**WHAT IS REQUIRED**: Type out each record word for word. Pictures stay out.
____ SOURCE DATA
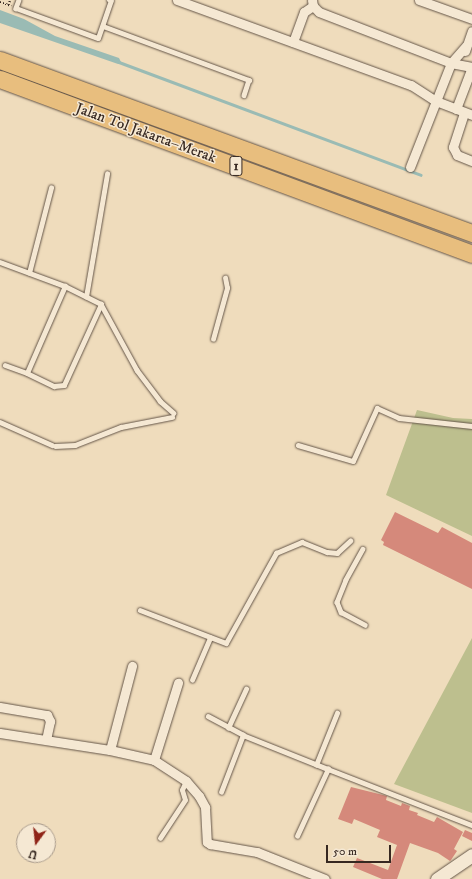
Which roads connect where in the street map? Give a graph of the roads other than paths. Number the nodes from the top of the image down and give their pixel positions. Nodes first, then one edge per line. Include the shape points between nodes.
1 (19, 0) edge
2 (109, 0) edge
3 (177, 0) edge
4 (419, 0) edge
5 (312, 3) edge
6 (472, 19) edge
7 (103, 26) junction
8 (472, 31) edge
9 (293, 42) junction
10 (466, 46) junction
11 (0, 60) edge
12 (451, 63) junction
13 (469, 66) edge
14 (0, 79) edge
15 (244, 95) dead end
16 (436, 101) junction
17 (464, 112) edge
18 (472, 161) edge
19 (410, 167) dead end
20 (106, 174) dead end
21 (51, 188) dead end
22 (472, 233) edge
23 (472, 254) edge
24 (0, 262) edge
25 (29, 272) junction
26 (225, 278) dead end
27 (65, 286) junction
28 (86, 297) junction
29 (101, 304) junction
30 (213, 339) dead end
31 (5, 365) dead end
32 (27, 373) junction
33 (0, 422) edge
34 (472, 426) edge
35 (298, 445) dead end
36 (350, 541) dead end
37 (364, 549) dead end
38 (140, 610) dead end
39 (365, 625) dead end
40 (210, 638) junction
41 (132, 666) dead end
42 (192, 680) dead end
43 (178, 683) dead end
44 (246, 689) dead end
45 (0, 707) edge
46 (337, 713) dead end
47 (208, 716) dead end
48 (228, 728) junction
49 (0, 733) edge
50 (243, 735) junction
51 (46, 740) junction
52 (110, 750) junction
53 (154, 760) junction
54 (316, 764) junction
55 (328, 769) junction
56 (186, 781) junction
57 (221, 792) dead end
58 (472, 825) edge
59 (297, 836) dead end
60 (160, 838) dead end
61 (472, 855) edge
62 (325, 879) edge
63 (436, 879) edge

1 - 7 lane via 16,8 98,38
2 - 7 lane via 111,1
3 - 9 street
4 - 6 street
5 - 9 street via 304,12
5 - 12 street via 319,12
7 - 15 lane via 250,80
8 - 10 street
9 - 16 street via 411,85
10 - 12 street
10 - 13 street
11 - 22 highway, Jalan Tol Jakarta–Merak / 1
12 - 13 street
12 - 16 street
13 - 17 street
14 - 23 highway, Jalan Tol Jakarta–Merak / 1
16 - 17 street
16 - 19 street
17 - 18 street via 453,147 457,155
20 - 28 lane
21 - 25 lane
24 - 25 lane
25 - 27 lane
26 - 30 lane via 227,288
27 - 28 lane
27 - 32 lane
28 - 29 lane
29 - 32 lane via 64,385 54,386
29 - 33 lane via 137,370 173,415 121,427 75,445 54,445
31 - 32 lane
34 - 35 lane via 399,418 377,408 353,461
36 - 40 lane via 337,553 327,552 302,542 278,551 228,641 223,643
37 - 39 lane via 337,602 341,612
38 - 40 lane
40 - 42 lane
41 - 52 street
43 - 53 street
44 - 48 lane
45 - 51 street via 47,715 50,721
46 - 54 lane
47 - 48 lane
48 - 50 lane
49 - 51 street
50 - 54 lane
50 - 57 lane
51 - 52 street
52 - 53 street
53 - 56 street
54 - 55 lane
55 - 58 lane
55 - 59 lane
56 - 60 lane via 182,789 185,800
56 - 62 street via 205,807 207,842 257,852
61 - 63 main road

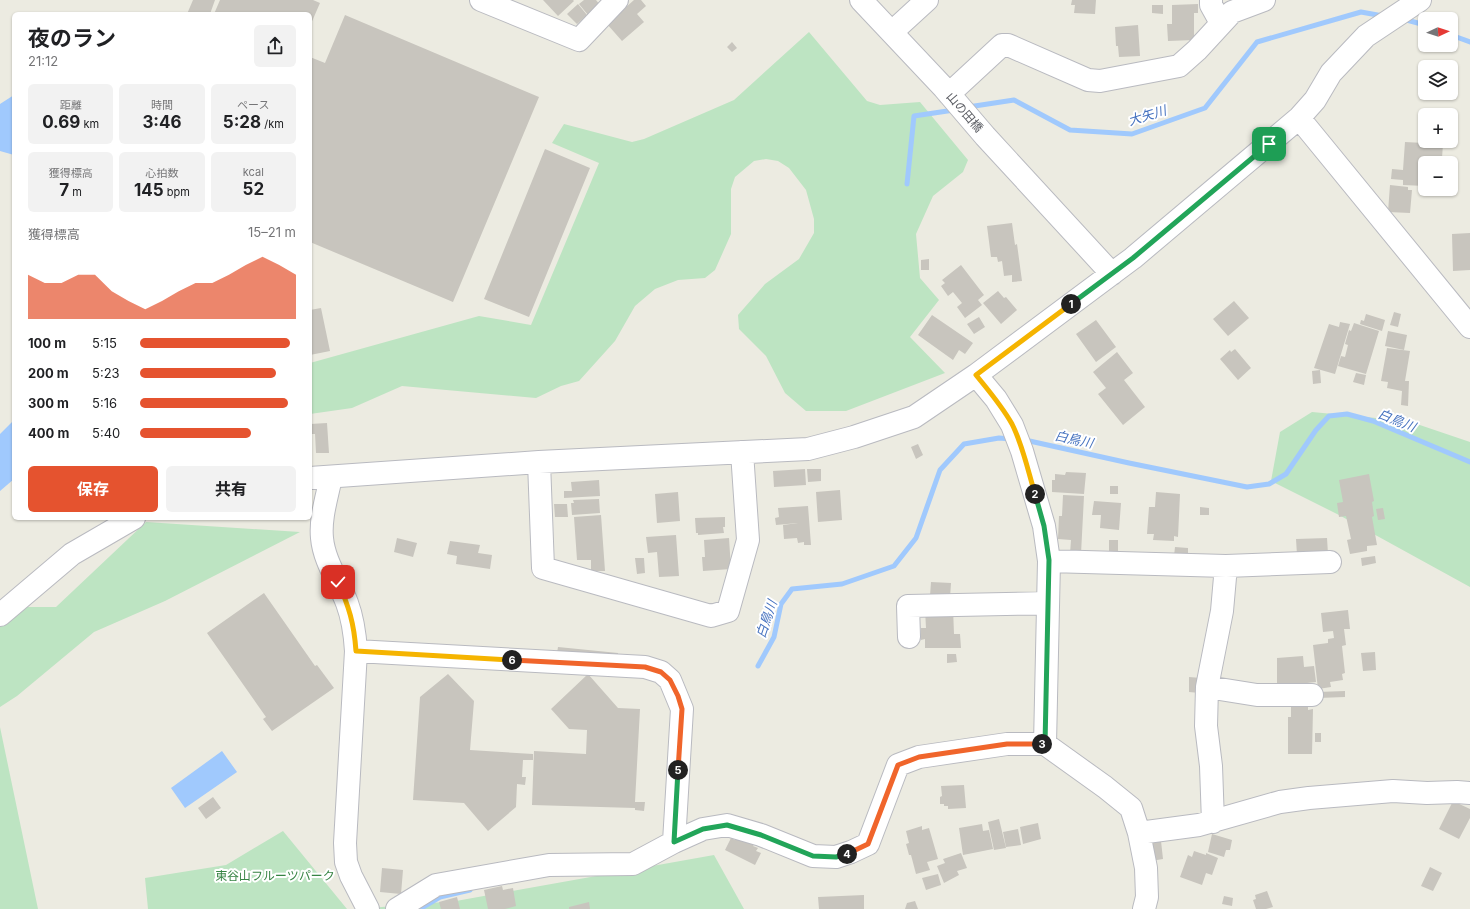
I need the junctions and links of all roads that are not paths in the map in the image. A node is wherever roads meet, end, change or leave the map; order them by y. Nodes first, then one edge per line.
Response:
1 (482, 0) edge
2 (617, 0) edge
3 (861, 0) edge
4 (927, 0) edge
5 (1211, 0) edge
6 (1264, 0) edge
7 (1418, 1) edge
8 (1221, 23) junction
9 (892, 32) junction
10 (946, 91) junction
11 (1299, 118) junction
12 (1112, 274) junction
13 (1470, 327) edge
14 (976, 375) junction
15 (742, 452) junction
16 (539, 462) junction
17 (331, 477) junction
18 (312, 478) edge
19 (131, 520) edge
20 (1049, 560) junction
21 (1330, 562) dead end
22 (1226, 566) junction
23 (1048, 603) junction
24 (0, 615) edge
25 (909, 637) dead end
26 (356, 651) junction
27 (1207, 687) junction
28 (1312, 695) dead end
29 (1045, 744) junction
30 (1470, 793) edge
31 (1213, 822) junction
32 (1139, 833) junction
33 (674, 842) junction
34 (368, 909) edge
35 (397, 909) edge
36 (1144, 909) edge

1 - 2 street
3 - 9 street, 山の田橋
4 - 9 street
5 - 8 street
6 - 8 street
7 - 11 street
8 - 10 street
9 - 10 street, 山の田橋
10 - 12 street, 山の田橋
11 - 12 street
11 - 13 street
12 - 14 street
14 - 15 street
14 - 20 street
15 - 16 street
15 - 16 street
16 - 17 street
17 - 18 street
17 - 26 street
19 - 24 street
20 - 22 street
20 - 23 street
21 - 22 street
22 - 27 street
23 - 25 street
23 - 29 street
26 - 33 street
26 - 34 street
27 - 28 street
27 - 31 street
29 - 32 street
29 - 33 street
30 - 31 street
31 - 32 street
32 - 36 street
33 - 35 street

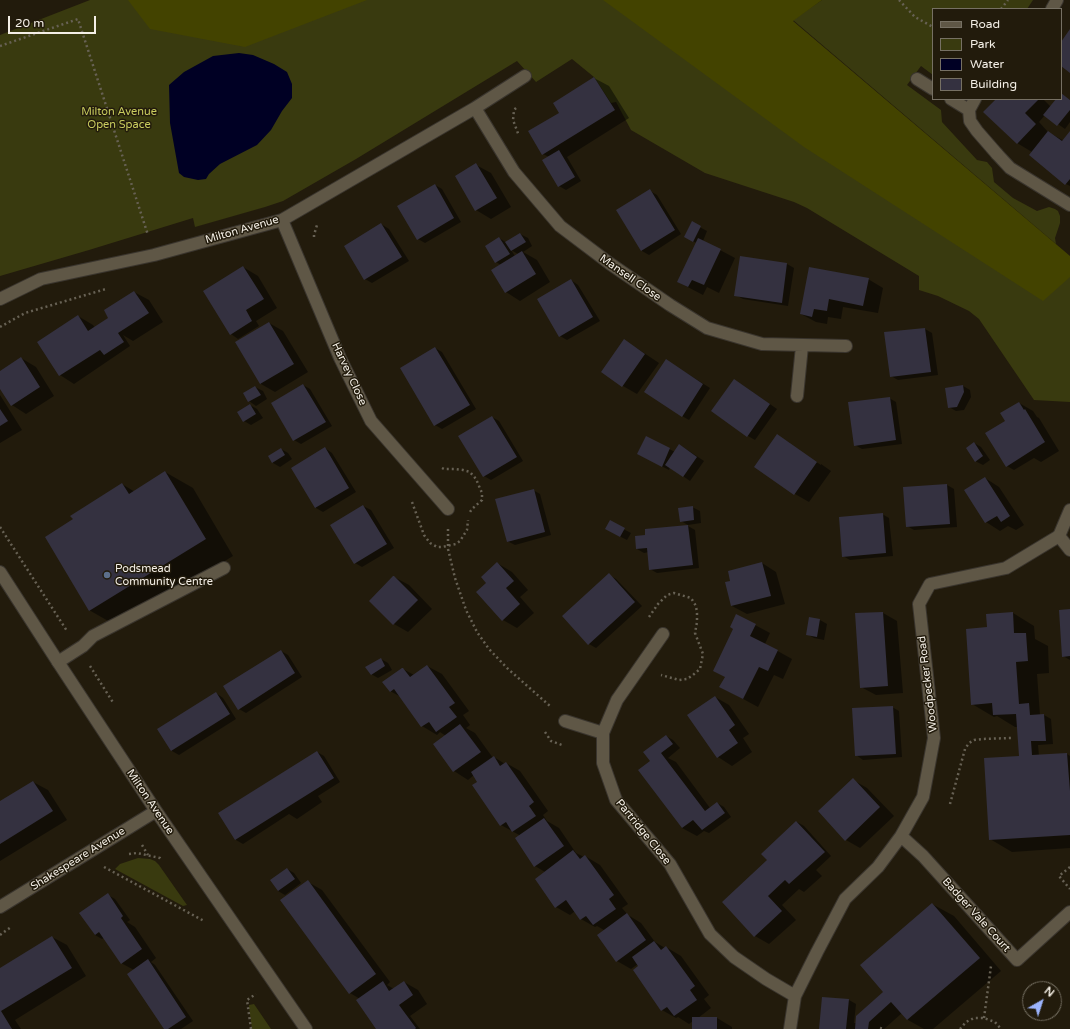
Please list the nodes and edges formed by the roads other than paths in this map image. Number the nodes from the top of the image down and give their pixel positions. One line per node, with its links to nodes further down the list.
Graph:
1 (525, 76): 6 (street, Milton Avenue)
2 (917, 79): 3 (street)
3 (932, 88)
4 (953, 100): 7 (street)
5 (974, 100): 7 (street)
6 (475, 108): 9 (street, Milton Avenue); 11 (street, Mansell Close)
7 (969, 110): 8 (street)
8 (1070, 205)
9 (282, 220): 10 (street, Milton Avenue); 14 (street, Harvey Close)
10 (0, 299)
11 (802, 346): 12 (street, Mansell Close); 13 (street)
12 (846, 346)
13 (797, 396)
14 (448, 509)
15 (1070, 510): 16 (street)
16 (1059, 536): 17 (street); 25 (street, Woodpecker Road)
17 (1070, 550)
18 (224, 568): 21 (street)
19 (0, 572): 21 (street, Milton Avenue)
20 (663, 634): 23 (street, Partridge Close)
21 (58, 662): 24 (street, Milton Avenue)
22 (564, 721): 23 (street)
23 (603, 733): 28 (street, Partridge Close)
24 (156, 811): 26 (street, Shakespeare Avenue); 29 (street, Milton Avenue)
25 (902, 836): 27 (street, Badger Vale Court); 28 (street, Woodpecker Road)
26 (0, 908)
27 (1070, 912)
28 (795, 996): 30 (street, Woodpecker Road)
29 (306, 1029)
30 (790, 1029)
________
**TASK SOLUTION**:
Which roads connect where in the street map? Give a graph of the roads other than paths. Number the nodes from the top of the image down and give their pixel positions. Nodes first, then one edge per line. Include the shape points between nodes.
1 (19, 0) edge
2 (109, 0) edge
3 (177, 0) edge
4 (419, 0) edge
5 (312, 3) edge
6 (472, 19) edge
7 (103, 26) junction
8 (472, 31) edge
9 (293, 42) junction
10 (466, 46) junction
11 (0, 60) edge
12 (451, 63) junction
13 (469, 66) edge
14 (0, 79) edge
15 (244, 95) dead end
16 (436, 101) junction
17 (464, 112) edge
18 (472, 161) edge
19 (410, 167) dead end
20 (106, 174) dead end
21 (51, 188) dead end
22 (472, 233) edge
23 (472, 254) edge
24 (0, 262) edge
25 (29, 272) junction
26 (225, 278) dead end
27 (65, 286) junction
28 (86, 297) junction
29 (101, 304) junction
30 (213, 339) dead end
31 (5, 365) dead end
32 (27, 373) junction
33 (0, 422) edge
34 (472, 426) edge
35 (298, 445) dead end
36 (350, 541) dead end
37 (364, 549) dead end
38 (140, 610) dead end
39 (365, 625) dead end
40 (210, 638) junction
41 (132, 666) dead end
42 (192, 680) dead end
43 (178, 683) dead end
44 (246, 689) dead end
45 (0, 707) edge
46 (337, 713) dead end
47 (208, 716) dead end
48 (228, 728) junction
49 (0, 733) edge
50 (243, 735) junction
51 (46, 740) junction
52 (110, 750) junction
53 (154, 760) junction
54 (316, 764) junction
55 (328, 769) junction
56 (186, 781) junction
57 (221, 792) dead end
58 (472, 825) edge
59 (297, 836) dead end
60 (160, 838) dead end
61 (472, 855) edge
62 (325, 879) edge
63 (436, 879) edge

1 - 7 lane via 16,8 98,38
2 - 7 lane via 111,1
3 - 9 street
4 - 6 street
5 - 9 street via 304,12
5 - 12 street via 319,12
7 - 15 lane via 250,80
8 - 10 street
9 - 16 street via 411,85
10 - 12 street
10 - 13 street
11 - 22 highway, Jalan Tol Jakarta–Merak / 1
12 - 13 street
12 - 16 street
13 - 17 street
14 - 23 highway, Jalan Tol Jakarta–Merak / 1
16 - 17 street
16 - 19 street
17 - 18 street via 453,147 457,155
20 - 28 lane
21 - 25 lane
24 - 25 lane
25 - 27 lane
26 - 30 lane via 227,288
27 - 28 lane
27 - 32 lane
28 - 29 lane
29 - 32 lane via 64,385 54,386
29 - 33 lane via 137,370 173,415 121,427 75,445 54,445
31 - 32 lane
34 - 35 lane via 399,418 377,408 353,461
36 - 40 lane via 337,553 327,552 302,542 278,551 228,641 223,643
37 - 39 lane via 337,602 341,612
38 - 40 lane
40 - 42 lane
41 - 52 street
43 - 53 street
44 - 48 lane
45 - 51 street via 47,715 50,721
46 - 54 lane
47 - 48 lane
48 - 50 lane
49 - 51 street
50 - 54 lane
50 - 57 lane
51 - 52 street
52 - 53 street
53 - 56 street
54 - 55 lane
55 - 58 lane
55 - 59 lane
56 - 60 lane via 182,789 185,800
56 - 62 street via 205,807 207,842 257,852
61 - 63 main road

I need the junctions and links of all roads that are not paths in the map in the image. A node is wherever roads meet, end, change or leave the map; order them by y. Nodes first, then one edge per line.
Response:
1 (482, 0) edge
2 (617, 0) edge
3 (861, 0) edge
4 (927, 0) edge
5 (1211, 0) edge
6 (1264, 0) edge
7 (1418, 1) edge
8 (1221, 23) junction
9 (892, 32) junction
10 (946, 91) junction
11 (1299, 118) junction
12 (1112, 274) junction
13 (1470, 327) edge
14 (976, 375) junction
15 (742, 452) junction
16 (539, 462) junction
17 (331, 477) junction
18 (312, 478) edge
19 (131, 520) edge
20 (1049, 560) junction
21 (1330, 562) dead end
22 (1226, 566) junction
23 (1048, 603) junction
24 (0, 615) edge
25 (909, 637) dead end
26 (356, 651) junction
27 (1207, 687) junction
28 (1312, 695) dead end
29 (1045, 744) junction
30 (1470, 793) edge
31 (1213, 822) junction
32 (1139, 833) junction
33 (674, 842) junction
34 (368, 909) edge
35 (397, 909) edge
36 (1144, 909) edge

1 - 2 street
3 - 9 street, 山の田橋
4 - 9 street
5 - 8 street
6 - 8 street
7 - 11 street
8 - 10 street
9 - 10 street, 山の田橋
10 - 12 street, 山の田橋
11 - 12 street
11 - 13 street
12 - 14 street
14 - 15 street
14 - 20 street
15 - 16 street
15 - 16 street
16 - 17 street
17 - 18 street
17 - 26 street
19 - 24 street
20 - 22 street
20 - 23 street
21 - 22 street
22 - 27 street
23 - 25 street
23 - 29 street
26 - 33 street
26 - 34 street
27 - 28 street
27 - 31 street
29 - 32 street
29 - 33 street
30 - 31 street
31 - 32 street
32 - 36 street
33 - 35 street

Please list the nodes and edges formed by the roads other than paths in this map image. Number the nodes from the top of the image down and give their pixel positions. One line per node, with its links to nodes further down the list.
Graph:
1 (525, 76): 6 (street, Milton Avenue)
2 (917, 79): 3 (street)
3 (932, 88)
4 (953, 100): 7 (street)
5 (974, 100): 7 (street)
6 (475, 108): 9 (street, Milton Avenue); 11 (street, Mansell Close)
7 (969, 110): 8 (street)
8 (1070, 205)
9 (282, 220): 10 (street, Milton Avenue); 14 (street, Harvey Close)
10 (0, 299)
11 (802, 346): 12 (street, Mansell Close); 13 (street)
12 (846, 346)
13 (797, 396)
14 (448, 509)
15 (1070, 510): 16 (street)
16 (1059, 536): 17 (street); 25 (street, Woodpecker Road)
17 (1070, 550)
18 (224, 568): 21 (street)
19 (0, 572): 21 (street, Milton Avenue)
20 (663, 634): 23 (street, Partridge Close)
21 (58, 662): 24 (street, Milton Avenue)
22 (564, 721): 23 (street)
23 (603, 733): 28 (street, Partridge Close)
24 (156, 811): 26 (street, Shakespeare Avenue); 29 (street, Milton Avenue)
25 (902, 836): 27 (street, Badger Vale Court); 28 (street, Woodpecker Road)
26 (0, 908)
27 (1070, 912)
28 (795, 996): 30 (street, Woodpecker Road)
29 (306, 1029)
30 (790, 1029)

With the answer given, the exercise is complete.